The next morning I woke up at 5am, this seems to be a pattern as whenever I travel my body wakes up super early. It’s the weirdest form of jet lag, but I won’t complain since it’s better than being tired. I took a couple hours to get ready, unpack some more, wander around the hotel, but eventually I had to wake Tom up because I wanted to get out and about! We had breakfast at the hotel and were the first ones there (I told you I was up early!). The dining room there is really cool, the whole hotel was designed by Philippe Starck. Breakfast definitely lived up to French standards with crepes, a long counter full of croissants, pain au chocolat, a make-your-own softboiled egg station, teeny tiny coffee cups (the Parisians all like the strong but only 4 oz cups it seems), and tons more.
After breakfast the first spot we headed to was the Catacombs, we had quite a few friends who recommended it and I’d heard the line to get in can get crazy. We were lucky and got there right as it opened so the wait was just about an hour. I highly recommend the audio guide as it was nice to have a British professor explain why in the world millions of bones are just piled up under the city streets like that. It was a little creepy though when they had whispery sound effects and organ music playing.
Next stop was to go and see the Eiffel Tower. A little side note, I am highly entertained by the Parisian street performers I guess because on the way there a guy on the metro was singing Dust in the Wind for tips and another guy we saw had a rabbit dressed up with a French flag collar eating carrots. We saw more than one homeless person with a rabbit, but Tom was reluctant to tip them because it’s probably not very safe for the rabbits to be in busy metros and streets (which I have to agree with, but they are so CUTE). We lounged around the Eiffel Tower and walked around the parks and over the bridge but didn’t go up. The line was hours long and I thought I’d rather see a view that included the landmark rather than one from it. I would have liked to see the museum they have up there though.
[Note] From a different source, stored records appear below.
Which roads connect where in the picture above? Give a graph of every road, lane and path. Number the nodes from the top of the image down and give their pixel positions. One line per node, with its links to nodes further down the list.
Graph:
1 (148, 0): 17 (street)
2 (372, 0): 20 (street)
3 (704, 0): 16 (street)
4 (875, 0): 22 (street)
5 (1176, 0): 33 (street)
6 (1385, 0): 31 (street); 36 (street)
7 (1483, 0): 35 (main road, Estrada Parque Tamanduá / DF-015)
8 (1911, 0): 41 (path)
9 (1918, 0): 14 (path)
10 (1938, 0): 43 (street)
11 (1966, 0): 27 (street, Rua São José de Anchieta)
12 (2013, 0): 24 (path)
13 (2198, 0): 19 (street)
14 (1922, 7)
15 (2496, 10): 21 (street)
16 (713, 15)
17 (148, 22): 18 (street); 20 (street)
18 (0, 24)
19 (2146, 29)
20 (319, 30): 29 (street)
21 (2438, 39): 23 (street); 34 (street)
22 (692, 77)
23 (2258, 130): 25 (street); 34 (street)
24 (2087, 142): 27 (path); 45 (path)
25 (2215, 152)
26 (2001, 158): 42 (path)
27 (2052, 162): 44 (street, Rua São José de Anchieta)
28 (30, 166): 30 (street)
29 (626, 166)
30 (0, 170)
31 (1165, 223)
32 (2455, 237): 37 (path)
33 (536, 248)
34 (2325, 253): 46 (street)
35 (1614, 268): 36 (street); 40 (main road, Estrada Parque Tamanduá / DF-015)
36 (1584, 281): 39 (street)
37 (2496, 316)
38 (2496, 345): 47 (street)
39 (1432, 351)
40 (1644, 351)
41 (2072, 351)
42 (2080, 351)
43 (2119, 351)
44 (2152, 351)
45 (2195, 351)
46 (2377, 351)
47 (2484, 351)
By that point we had picked up some Paris Museum passes good for 6 days so we walked over to check out the Musée du quai Branly. We learned much too late that we didn’t really need the 6 day passes. Everywhere we went we just flashed them and no one scanned or marked them at all till the next to the last day. We probably could have gotten away with the 2 day pass but we’ll hope the money goes to preserving the museums. The MQB had really beautiful gardens and architecture, but the exhibits seemed a bit small. Upstairs was a fun exhibit on art centering on hair and hairstyles.
After walking the museum for a while we were pretty tired, we had known all the walking would be tough on us lazy kids, but man were my feet not prepared! We decided to go back to the hotel and eat at the pizzeria there which was a good choice. Part of the pizzeria has vintage school desks that were set together so dinner was casual but the wood fired pizza was tasty. You can see our table with the checkerboard desks in the left corner:
Later that night it turned out it was Nuit des Musées, the one night a year that most of the museums are free and open past midnight. We figured this time we would definitely get in to the Centre Pompidou and we wandered around there. My favorite part of the museum may be the crazy escalator tubes where you can see the night view of the city.